Data provided
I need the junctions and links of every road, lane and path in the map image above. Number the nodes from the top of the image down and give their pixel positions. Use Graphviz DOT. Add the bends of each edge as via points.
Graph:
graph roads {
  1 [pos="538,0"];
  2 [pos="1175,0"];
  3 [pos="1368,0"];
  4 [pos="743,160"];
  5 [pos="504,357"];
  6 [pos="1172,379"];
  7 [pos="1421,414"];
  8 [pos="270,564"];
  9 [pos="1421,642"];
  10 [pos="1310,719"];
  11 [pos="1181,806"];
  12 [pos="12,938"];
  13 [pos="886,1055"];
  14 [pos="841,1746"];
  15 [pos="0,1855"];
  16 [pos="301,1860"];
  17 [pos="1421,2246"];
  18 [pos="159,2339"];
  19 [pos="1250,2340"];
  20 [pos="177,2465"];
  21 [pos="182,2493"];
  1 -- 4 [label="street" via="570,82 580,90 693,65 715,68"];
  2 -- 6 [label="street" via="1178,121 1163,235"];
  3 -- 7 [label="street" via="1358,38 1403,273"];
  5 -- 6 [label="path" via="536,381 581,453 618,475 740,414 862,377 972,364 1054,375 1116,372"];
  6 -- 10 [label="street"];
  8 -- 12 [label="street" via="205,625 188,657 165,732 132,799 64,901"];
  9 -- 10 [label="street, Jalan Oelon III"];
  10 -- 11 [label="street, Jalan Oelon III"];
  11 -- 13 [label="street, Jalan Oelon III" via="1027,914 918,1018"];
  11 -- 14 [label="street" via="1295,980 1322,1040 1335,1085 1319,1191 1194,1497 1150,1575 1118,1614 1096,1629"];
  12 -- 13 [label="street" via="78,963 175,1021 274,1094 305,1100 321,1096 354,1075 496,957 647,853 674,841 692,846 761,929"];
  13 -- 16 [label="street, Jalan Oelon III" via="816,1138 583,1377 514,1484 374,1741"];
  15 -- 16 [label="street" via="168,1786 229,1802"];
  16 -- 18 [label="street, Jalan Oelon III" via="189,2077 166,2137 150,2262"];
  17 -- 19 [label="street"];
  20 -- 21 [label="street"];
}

...

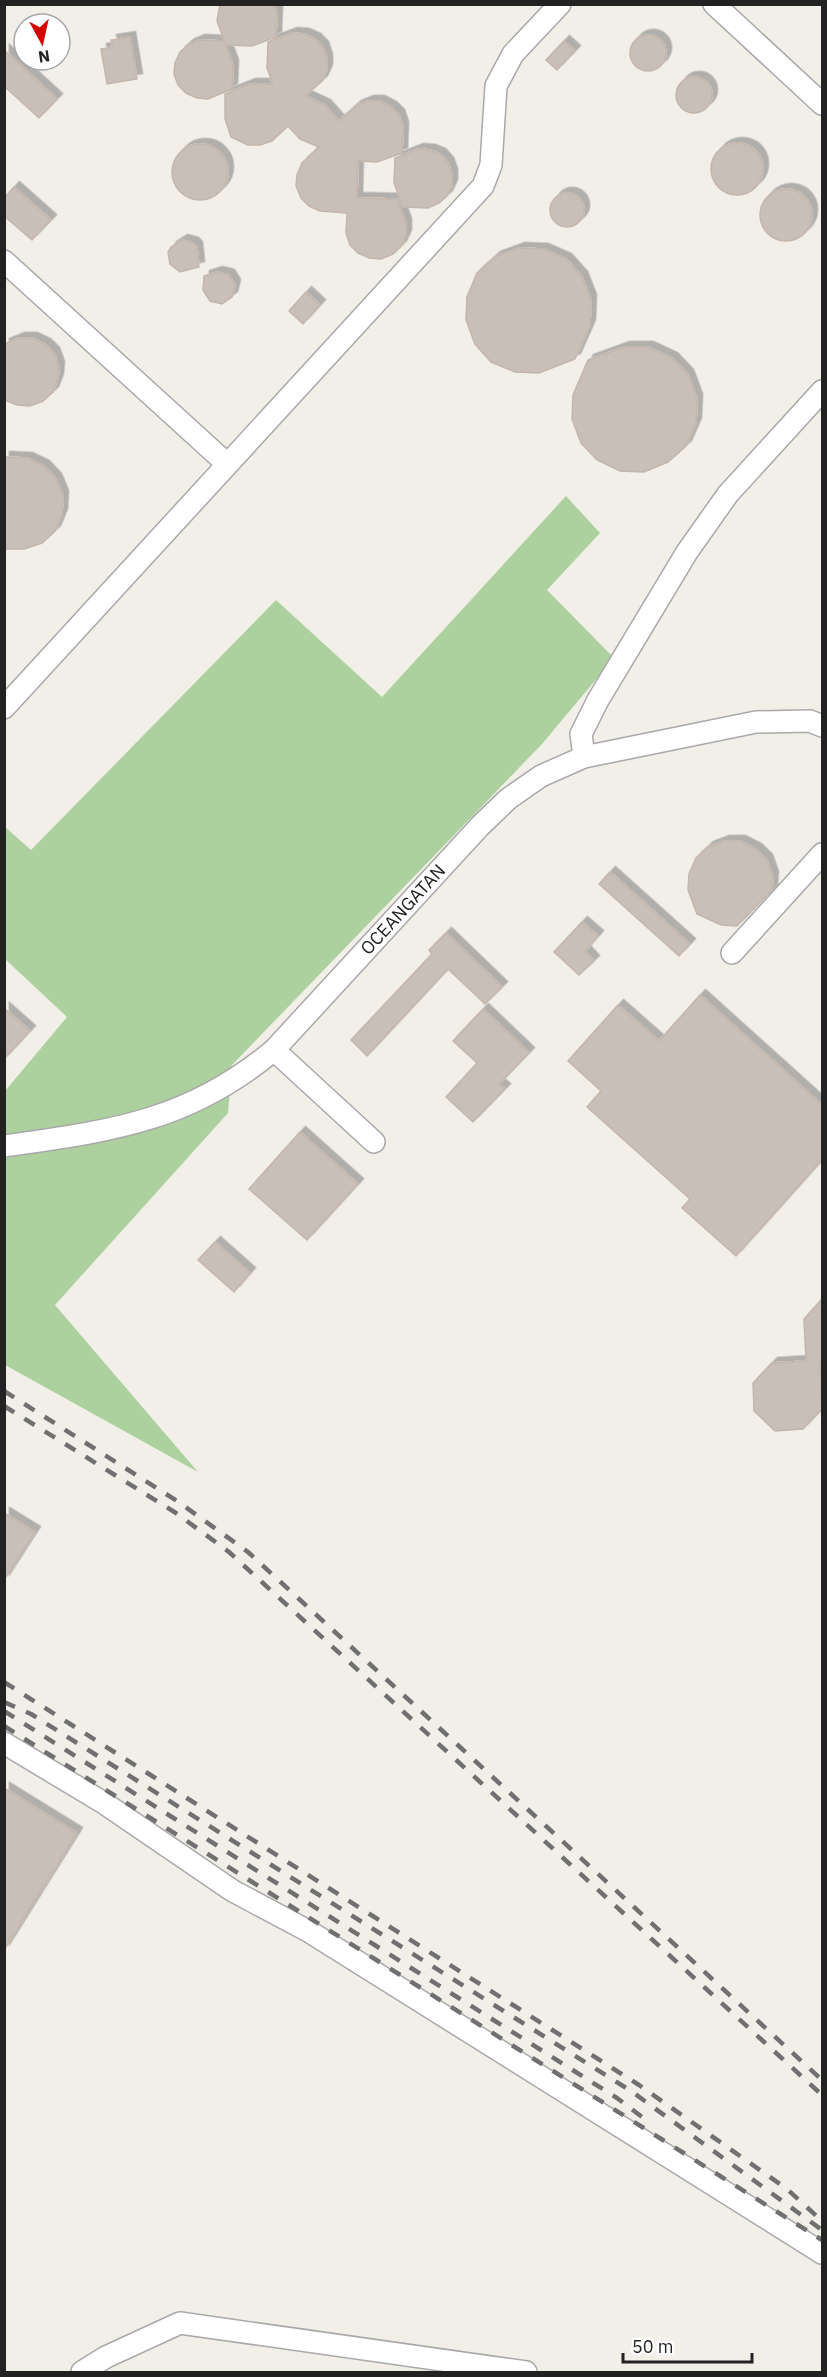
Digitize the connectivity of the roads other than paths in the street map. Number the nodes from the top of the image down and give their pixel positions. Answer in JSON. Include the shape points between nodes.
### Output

...

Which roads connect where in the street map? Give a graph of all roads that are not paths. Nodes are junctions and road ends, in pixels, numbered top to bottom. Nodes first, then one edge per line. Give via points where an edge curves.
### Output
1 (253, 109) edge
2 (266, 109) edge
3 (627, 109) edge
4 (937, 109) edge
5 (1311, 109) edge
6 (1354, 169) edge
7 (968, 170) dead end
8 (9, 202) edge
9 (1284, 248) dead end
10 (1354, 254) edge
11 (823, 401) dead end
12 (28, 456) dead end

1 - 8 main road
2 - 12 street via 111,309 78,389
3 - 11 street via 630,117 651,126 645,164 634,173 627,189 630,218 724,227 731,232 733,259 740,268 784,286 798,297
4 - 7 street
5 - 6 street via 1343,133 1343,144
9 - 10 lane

Problem requirements
Copy out each line of the data where the string "junctions" appears.

Your response
I need the junctions and links of every road, lane and path in the map image above. Number the nodes from the top of the image down and give their pixel positions. Use Graphviz DOT. Add the bends of each edge as via points.
Which roads connect where in the street map? Give a graph of all roads that are not paths. Nodes are junctions and road ends, in pixels, numbered top to bottom. Nodes first, then one edge per line. Give via points where an edge curves.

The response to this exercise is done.